_EXERCISE REQUIREMENTS_
What lines in the records below contain the string "nodes"? Copy every one.

_TASK INPUTS_
---+---

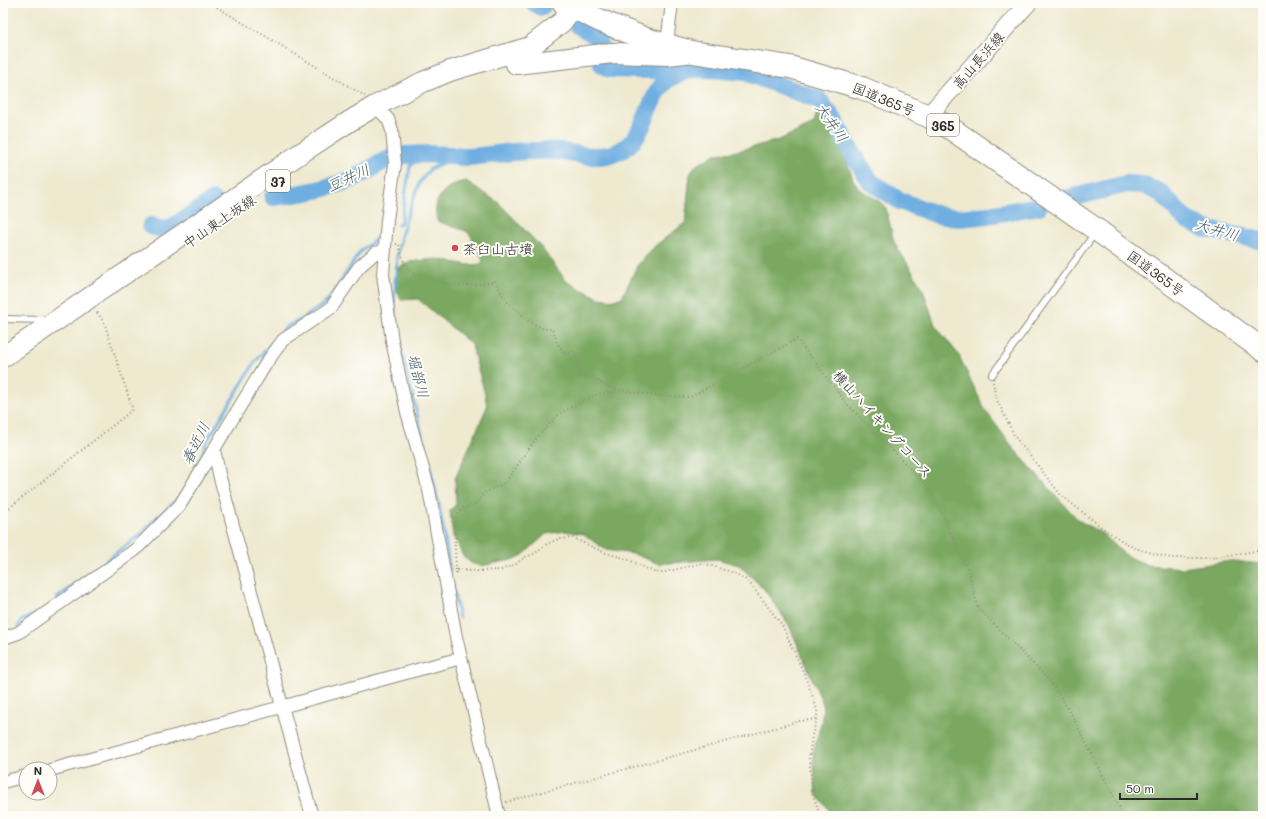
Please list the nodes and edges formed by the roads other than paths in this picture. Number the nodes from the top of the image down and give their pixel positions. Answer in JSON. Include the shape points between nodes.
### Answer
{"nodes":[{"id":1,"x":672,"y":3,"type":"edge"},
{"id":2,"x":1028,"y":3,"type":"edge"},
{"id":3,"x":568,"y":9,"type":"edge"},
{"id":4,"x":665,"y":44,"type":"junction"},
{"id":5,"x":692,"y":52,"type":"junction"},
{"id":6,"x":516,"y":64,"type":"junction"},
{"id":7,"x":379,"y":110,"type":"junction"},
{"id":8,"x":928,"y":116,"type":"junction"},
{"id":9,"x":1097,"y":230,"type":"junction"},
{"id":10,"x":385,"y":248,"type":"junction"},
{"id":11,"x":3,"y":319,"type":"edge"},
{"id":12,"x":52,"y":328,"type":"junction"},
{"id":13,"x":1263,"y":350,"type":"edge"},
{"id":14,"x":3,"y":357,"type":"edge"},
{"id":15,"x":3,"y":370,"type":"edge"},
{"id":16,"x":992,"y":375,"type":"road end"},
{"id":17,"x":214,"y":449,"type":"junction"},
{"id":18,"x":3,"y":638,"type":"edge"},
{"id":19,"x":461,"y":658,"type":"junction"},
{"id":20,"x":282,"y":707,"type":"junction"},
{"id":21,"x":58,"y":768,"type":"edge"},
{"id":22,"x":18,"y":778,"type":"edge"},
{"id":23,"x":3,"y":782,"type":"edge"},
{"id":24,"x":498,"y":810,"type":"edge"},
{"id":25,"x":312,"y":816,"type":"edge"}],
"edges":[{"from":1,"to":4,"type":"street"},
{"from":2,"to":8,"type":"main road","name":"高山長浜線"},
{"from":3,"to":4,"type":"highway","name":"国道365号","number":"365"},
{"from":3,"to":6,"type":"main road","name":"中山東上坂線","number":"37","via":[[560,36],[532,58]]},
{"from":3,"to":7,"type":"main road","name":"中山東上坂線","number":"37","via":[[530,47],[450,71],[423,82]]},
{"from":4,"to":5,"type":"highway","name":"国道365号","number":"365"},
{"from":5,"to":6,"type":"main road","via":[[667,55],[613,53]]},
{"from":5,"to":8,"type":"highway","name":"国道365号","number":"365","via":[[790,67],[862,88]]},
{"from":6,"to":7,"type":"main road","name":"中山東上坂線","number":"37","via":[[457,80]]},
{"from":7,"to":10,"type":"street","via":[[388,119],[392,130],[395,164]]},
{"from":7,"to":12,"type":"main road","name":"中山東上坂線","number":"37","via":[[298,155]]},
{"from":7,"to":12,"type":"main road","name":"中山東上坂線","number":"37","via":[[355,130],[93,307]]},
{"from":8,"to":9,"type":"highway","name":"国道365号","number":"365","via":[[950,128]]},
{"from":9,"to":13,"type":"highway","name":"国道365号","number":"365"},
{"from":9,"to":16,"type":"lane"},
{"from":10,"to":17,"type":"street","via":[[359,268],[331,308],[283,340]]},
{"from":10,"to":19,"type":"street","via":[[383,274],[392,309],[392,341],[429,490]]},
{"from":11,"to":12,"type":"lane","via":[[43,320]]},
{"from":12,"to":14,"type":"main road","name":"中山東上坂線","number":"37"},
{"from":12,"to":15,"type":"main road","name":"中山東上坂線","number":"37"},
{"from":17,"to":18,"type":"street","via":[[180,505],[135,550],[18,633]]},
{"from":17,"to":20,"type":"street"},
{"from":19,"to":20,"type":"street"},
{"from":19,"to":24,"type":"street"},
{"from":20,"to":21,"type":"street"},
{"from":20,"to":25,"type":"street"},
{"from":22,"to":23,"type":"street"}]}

---+---

_SOLUTION TO THIS PROBLEM_
Please list the nodes and edges formed by the roads other than paths in this picture. Number the nodes from the top of the image down and give their pixel positions. Answer in JSON. Include the shape points between nodes.
{"nodes":[{"id":1,"x":672,"y":3,"type":"edge"},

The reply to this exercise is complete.